In her now nearly six years as mayor, Parker has continued to pursue White’s general engagement with climate issues. Some examples:

  • In June 2011, she was chosen as the top winner in the U.S. Conference of Mayors’ 2011 Mayors’ Climate Protection Awards, recognizing programs of Houston’s Green Buildings Initiative, aimed at boosting energy efficiency.
  • In November 2013, Parker was selected to be a member of President Barack Obama’s Task Force on Climate Preparedness and Resilience, which was asked to develop recommendations on the best ways the federal government can support state, local and tribal leaders get ready for the impacts of climate change.
  • In February 2014, Parker was one of two U.S. mayors (the other was Los Angeles Mayor Eric Garcetti) to become members of the C40 Steering Committee. Other Steering Committee members include London Mayor Boris Johnson and Rio de Janeiro Mayor Eduardo Paes.

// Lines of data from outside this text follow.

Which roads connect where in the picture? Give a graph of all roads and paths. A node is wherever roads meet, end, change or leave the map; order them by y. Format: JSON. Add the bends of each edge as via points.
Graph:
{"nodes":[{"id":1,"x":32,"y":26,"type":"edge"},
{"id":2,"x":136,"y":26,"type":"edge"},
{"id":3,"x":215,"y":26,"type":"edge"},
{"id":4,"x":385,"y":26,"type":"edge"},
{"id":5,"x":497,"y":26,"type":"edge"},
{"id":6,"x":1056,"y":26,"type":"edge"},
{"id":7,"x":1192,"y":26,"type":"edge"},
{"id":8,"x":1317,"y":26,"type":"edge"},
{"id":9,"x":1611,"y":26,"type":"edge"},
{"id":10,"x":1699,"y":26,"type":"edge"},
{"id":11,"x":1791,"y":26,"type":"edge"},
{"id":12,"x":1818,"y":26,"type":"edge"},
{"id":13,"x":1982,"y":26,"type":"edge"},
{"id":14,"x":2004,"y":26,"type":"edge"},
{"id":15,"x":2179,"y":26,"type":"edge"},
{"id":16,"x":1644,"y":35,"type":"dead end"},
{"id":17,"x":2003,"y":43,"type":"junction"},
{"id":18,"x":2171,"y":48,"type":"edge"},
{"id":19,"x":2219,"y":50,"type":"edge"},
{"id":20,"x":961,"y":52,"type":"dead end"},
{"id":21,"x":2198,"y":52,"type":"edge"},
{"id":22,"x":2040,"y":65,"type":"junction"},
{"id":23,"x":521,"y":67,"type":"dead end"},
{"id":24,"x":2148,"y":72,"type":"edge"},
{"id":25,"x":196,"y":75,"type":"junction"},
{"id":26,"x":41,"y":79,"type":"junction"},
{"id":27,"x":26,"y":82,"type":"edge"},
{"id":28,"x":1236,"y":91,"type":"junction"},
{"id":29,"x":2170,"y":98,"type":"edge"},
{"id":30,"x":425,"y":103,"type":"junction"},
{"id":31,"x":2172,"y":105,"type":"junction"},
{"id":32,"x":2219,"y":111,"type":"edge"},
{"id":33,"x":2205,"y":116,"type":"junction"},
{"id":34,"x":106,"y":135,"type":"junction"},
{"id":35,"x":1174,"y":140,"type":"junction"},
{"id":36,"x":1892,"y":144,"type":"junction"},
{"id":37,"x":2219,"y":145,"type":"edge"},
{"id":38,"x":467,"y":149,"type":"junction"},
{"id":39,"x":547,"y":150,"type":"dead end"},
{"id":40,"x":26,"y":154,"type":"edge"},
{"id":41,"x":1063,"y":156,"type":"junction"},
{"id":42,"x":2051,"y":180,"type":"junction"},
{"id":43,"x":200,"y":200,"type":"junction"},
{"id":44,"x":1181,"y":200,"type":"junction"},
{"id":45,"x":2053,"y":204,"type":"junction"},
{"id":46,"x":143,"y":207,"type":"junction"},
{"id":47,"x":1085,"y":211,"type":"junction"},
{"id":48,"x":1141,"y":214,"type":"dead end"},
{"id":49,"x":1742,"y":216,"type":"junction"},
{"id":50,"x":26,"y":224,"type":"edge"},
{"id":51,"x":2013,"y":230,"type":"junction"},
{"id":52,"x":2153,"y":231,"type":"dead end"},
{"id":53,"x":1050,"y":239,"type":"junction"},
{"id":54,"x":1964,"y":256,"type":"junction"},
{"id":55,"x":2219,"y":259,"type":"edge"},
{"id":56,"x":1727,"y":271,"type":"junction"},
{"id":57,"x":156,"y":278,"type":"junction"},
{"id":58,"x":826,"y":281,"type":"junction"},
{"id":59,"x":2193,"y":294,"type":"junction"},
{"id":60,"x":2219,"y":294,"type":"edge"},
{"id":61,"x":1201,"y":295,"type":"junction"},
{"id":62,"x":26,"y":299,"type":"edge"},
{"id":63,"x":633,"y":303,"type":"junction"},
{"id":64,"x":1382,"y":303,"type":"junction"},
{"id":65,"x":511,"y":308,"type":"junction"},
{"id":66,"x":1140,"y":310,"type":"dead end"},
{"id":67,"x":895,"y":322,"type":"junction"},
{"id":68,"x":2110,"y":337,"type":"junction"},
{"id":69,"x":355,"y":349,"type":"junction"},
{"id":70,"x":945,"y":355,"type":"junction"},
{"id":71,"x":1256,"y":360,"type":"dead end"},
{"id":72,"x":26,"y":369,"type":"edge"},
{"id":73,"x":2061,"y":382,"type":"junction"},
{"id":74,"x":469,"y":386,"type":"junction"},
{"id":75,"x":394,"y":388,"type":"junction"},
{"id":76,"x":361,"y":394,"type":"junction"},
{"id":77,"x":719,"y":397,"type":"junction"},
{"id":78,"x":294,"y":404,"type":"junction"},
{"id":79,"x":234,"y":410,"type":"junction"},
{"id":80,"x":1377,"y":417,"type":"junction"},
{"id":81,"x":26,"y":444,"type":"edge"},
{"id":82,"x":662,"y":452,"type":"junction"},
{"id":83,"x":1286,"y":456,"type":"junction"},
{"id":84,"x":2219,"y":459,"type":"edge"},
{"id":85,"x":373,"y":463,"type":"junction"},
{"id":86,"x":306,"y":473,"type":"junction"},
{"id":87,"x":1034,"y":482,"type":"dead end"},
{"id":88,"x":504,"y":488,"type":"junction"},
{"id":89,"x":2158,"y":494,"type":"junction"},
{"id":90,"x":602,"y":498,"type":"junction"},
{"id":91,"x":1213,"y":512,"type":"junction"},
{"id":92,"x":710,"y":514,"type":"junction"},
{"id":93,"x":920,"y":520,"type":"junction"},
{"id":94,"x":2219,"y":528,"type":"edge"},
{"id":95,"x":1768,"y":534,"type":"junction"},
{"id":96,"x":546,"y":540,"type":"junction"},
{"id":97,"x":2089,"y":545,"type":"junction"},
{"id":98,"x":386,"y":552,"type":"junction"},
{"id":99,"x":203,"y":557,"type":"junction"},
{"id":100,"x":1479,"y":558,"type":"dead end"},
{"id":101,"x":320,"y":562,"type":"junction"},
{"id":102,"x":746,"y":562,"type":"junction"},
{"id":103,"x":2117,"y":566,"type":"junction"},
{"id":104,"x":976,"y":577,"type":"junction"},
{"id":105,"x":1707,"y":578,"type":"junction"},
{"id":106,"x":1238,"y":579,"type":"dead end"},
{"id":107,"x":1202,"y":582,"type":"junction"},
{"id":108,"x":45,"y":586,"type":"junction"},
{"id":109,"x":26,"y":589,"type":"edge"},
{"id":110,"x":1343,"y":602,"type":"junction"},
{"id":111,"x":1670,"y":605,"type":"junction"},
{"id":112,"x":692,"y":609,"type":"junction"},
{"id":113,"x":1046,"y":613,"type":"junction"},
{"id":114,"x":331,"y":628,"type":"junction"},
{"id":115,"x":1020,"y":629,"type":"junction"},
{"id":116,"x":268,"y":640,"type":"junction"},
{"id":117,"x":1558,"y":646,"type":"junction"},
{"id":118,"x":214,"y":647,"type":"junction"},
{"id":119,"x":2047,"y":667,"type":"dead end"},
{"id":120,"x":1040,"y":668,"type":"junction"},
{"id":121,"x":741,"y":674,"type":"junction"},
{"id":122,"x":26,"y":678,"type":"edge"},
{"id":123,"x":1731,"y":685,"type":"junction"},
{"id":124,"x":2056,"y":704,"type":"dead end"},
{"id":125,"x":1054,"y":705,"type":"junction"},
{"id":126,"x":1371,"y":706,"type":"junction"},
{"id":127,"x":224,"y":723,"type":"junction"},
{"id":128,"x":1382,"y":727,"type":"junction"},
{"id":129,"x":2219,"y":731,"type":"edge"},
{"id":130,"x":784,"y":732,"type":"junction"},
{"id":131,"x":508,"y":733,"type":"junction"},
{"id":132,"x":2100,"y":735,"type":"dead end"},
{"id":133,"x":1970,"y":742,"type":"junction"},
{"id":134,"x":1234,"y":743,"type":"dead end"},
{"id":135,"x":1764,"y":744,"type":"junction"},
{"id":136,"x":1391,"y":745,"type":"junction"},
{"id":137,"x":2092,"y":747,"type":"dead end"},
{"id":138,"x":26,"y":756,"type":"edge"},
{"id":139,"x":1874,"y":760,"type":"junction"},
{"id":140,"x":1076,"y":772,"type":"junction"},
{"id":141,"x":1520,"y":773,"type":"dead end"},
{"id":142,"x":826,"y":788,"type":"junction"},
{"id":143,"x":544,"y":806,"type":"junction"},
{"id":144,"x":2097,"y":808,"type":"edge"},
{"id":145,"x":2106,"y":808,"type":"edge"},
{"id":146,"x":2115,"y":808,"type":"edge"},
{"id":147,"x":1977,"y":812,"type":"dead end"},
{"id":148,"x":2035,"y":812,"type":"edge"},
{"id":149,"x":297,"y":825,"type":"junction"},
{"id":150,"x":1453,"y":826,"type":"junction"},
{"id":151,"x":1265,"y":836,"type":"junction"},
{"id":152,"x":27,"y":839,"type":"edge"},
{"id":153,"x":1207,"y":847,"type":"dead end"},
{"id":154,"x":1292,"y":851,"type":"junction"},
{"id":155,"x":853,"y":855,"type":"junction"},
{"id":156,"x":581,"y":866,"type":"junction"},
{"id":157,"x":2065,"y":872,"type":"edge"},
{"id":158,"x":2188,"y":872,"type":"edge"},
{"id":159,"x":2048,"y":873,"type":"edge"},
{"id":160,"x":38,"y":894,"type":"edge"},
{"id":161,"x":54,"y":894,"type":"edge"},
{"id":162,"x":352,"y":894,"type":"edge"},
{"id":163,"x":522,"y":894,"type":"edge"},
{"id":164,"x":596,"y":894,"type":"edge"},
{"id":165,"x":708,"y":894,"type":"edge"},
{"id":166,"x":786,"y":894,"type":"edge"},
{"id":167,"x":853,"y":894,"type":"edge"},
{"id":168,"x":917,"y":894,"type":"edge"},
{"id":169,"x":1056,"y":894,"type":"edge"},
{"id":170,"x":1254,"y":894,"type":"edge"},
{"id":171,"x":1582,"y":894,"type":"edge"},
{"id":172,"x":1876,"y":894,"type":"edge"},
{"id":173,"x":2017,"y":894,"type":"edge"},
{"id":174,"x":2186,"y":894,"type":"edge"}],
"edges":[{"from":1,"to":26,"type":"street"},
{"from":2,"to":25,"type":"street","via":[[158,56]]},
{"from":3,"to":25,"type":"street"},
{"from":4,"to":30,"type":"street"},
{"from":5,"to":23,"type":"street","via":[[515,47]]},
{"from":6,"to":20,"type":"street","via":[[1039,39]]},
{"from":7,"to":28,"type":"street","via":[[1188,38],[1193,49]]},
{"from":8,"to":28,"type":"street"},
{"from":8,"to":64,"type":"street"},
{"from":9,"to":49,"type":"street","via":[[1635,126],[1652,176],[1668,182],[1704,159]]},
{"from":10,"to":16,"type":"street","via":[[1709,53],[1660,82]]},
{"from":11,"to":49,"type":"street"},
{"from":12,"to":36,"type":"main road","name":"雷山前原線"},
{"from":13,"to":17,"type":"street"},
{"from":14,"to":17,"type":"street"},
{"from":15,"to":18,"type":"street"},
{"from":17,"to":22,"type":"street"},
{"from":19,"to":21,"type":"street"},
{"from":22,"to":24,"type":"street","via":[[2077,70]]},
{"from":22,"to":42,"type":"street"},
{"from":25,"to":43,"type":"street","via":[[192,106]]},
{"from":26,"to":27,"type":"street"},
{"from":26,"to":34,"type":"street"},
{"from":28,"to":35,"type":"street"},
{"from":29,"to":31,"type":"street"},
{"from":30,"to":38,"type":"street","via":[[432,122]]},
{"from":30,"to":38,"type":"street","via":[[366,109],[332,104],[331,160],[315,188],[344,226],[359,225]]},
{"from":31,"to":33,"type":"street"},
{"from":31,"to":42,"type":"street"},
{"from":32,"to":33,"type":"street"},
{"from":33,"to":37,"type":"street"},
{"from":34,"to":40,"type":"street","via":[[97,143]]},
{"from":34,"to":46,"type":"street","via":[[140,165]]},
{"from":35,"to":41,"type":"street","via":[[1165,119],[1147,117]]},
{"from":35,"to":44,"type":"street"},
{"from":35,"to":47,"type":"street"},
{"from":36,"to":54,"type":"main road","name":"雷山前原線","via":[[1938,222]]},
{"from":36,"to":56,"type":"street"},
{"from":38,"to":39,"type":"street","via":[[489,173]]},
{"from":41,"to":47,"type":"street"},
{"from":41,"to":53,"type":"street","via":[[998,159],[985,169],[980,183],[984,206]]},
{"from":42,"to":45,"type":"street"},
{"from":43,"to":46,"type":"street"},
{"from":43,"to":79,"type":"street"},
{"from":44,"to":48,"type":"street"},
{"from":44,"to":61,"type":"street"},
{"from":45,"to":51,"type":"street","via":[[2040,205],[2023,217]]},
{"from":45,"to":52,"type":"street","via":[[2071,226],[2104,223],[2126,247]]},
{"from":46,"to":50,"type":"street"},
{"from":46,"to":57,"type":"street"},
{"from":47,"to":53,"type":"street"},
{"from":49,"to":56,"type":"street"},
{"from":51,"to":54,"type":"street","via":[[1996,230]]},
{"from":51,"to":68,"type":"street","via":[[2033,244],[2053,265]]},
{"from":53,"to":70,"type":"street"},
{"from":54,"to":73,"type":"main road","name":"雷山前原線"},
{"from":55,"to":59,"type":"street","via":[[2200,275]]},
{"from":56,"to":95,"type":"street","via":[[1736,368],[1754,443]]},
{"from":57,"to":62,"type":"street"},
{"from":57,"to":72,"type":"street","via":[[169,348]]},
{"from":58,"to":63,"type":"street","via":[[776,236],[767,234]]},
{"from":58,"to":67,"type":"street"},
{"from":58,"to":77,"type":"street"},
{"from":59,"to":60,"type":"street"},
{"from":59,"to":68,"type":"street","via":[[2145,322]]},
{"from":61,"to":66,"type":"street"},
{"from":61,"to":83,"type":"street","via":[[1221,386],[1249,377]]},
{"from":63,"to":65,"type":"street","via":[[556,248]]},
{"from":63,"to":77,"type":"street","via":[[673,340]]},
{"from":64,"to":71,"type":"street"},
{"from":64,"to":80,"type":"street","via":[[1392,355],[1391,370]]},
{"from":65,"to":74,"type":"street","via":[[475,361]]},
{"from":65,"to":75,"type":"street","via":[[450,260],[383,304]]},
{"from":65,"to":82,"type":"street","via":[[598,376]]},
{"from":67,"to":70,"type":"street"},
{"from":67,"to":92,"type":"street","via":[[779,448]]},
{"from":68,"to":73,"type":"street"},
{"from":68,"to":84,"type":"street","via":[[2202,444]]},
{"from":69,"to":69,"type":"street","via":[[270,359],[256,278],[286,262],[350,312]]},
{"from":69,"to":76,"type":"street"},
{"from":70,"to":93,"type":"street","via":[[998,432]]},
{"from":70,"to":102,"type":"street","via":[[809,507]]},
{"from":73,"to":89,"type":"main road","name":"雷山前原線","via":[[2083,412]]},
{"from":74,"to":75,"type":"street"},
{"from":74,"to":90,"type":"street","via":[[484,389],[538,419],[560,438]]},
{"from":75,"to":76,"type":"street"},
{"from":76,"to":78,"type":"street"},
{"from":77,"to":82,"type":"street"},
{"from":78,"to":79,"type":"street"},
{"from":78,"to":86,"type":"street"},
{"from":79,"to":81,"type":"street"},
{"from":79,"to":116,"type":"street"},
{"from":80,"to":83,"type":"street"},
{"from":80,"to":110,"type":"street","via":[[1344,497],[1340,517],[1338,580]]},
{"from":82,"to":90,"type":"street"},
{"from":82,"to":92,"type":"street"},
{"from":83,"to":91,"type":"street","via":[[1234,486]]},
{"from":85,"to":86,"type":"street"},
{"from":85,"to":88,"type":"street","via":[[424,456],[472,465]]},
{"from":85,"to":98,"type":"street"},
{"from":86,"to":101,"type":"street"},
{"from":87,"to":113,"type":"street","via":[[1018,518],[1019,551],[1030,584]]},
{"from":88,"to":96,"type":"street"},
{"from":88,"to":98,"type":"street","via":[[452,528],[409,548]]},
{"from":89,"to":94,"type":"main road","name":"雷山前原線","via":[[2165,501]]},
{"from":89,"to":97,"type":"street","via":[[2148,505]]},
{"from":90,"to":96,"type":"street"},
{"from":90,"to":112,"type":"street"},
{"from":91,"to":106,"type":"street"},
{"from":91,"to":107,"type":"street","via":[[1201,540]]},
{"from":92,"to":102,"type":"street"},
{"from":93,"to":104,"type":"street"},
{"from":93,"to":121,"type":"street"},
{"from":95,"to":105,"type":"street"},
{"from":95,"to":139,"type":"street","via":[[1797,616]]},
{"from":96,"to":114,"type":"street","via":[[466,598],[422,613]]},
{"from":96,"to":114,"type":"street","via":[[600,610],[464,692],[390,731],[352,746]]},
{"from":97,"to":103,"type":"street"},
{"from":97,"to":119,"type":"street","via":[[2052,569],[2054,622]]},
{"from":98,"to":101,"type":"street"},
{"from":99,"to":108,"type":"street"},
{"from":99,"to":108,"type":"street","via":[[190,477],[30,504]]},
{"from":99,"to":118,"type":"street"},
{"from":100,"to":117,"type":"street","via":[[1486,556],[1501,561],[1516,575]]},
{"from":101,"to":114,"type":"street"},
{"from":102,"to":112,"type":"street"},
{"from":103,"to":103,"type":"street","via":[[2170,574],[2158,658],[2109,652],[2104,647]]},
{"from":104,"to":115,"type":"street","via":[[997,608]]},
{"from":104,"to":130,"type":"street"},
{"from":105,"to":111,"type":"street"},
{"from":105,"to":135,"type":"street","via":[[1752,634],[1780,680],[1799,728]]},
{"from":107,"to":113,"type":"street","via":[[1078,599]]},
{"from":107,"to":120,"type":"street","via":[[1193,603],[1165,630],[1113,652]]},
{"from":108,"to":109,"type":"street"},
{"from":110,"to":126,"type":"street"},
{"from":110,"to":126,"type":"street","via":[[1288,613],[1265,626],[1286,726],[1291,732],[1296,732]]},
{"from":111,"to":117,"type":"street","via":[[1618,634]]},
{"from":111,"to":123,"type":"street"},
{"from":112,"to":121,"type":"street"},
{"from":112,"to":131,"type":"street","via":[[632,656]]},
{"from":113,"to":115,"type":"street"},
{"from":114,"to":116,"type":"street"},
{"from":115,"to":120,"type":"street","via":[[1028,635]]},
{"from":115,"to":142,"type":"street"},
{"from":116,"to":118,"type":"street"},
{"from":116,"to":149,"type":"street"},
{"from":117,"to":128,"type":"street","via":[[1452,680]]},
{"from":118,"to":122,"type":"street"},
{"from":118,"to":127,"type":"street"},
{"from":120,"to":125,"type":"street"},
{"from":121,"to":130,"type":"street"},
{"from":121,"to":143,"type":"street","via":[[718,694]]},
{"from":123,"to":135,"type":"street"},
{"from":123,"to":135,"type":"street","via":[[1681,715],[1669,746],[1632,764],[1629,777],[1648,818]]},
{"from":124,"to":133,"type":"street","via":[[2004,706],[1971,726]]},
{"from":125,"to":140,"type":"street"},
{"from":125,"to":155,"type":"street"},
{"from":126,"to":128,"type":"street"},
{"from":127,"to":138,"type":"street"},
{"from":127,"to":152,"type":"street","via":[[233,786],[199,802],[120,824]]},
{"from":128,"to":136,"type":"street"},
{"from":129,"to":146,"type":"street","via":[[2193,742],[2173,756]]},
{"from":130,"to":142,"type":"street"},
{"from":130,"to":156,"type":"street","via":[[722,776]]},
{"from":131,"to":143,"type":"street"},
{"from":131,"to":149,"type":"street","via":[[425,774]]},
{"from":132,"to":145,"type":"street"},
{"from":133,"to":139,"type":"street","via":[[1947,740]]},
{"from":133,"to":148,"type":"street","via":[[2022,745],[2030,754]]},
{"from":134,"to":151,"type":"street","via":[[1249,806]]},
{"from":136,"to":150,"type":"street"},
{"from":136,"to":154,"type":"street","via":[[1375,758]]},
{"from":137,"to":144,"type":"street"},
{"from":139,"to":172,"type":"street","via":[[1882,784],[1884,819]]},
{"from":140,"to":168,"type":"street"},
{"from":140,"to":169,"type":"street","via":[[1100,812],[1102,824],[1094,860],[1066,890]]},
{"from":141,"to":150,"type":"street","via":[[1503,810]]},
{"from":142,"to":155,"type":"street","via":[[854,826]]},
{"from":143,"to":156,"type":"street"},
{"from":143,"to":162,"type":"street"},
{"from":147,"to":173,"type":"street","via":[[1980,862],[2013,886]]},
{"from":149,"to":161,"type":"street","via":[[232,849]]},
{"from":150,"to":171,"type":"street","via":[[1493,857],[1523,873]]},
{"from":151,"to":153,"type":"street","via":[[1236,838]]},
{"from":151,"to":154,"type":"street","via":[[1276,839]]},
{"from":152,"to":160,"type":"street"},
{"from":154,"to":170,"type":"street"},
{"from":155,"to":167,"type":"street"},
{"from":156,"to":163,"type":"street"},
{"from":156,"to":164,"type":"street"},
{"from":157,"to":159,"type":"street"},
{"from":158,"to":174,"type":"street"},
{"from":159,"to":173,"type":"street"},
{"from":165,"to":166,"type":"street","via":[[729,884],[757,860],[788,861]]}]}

  • In September 2014, the Houston mayor joined Garcetti and Philadelphia Mayor Michael Nutter in launching the Mayors’ National Climate Action Agenda, a project involving a “mayor-to-mayor, city-to-city outreach effort” to occur over the ensuing year. The initiative’s announced aims included building city-level political support for federal regulations to reduce emissions, advocating U.S.  leadership to achieve an agreement for global reductions at the Paris conference, and local-level commitments for cutting greenhouse gases. The effort, Parker’s office said, “is intended to demonstrate that emission reduction projects are not only viable, but essential initiatives that must be embraced and scaled across the country.”
  • In June, Parker used the occasion of the U.S. Conference of Mayors’ 83rd annual meeting to promote the efforts of the Mayors National Climate Action Agenda and announced a campaign to support Obama in achieving such a pact. (Since it started, mayors of another 24 cities including Austin, Atlanta, Charlotte, N.C., Orlando, Fla., Phoenix and Salt Lake City, Utah, have joined the initiative, Garcetti announced at the same time.)
  • In July, Garcetti and Parker issued another statement calling for a strong agreement at the Paris conference. The occasion was a Vatican symposium on climate change attended by several members of the Mayor’s National Climate Change Agenda who signed a papal declaration for climate action.
  • In August, the Houston and Los Angeles mayors teamed up again to issue a statement supporting the Obama administration’s Clean Power Plan upon its release in final form. The plan, aimed at cutting greenhouse-gas emissions from existing power plants, has been strongly criticized by Texans and others in the Republican House and Senate majorities in Congress. The the two mayors were clearly targeting that stance when they declared it was time for “action” to reduce emissions, not “more debate on climate change from Washington.”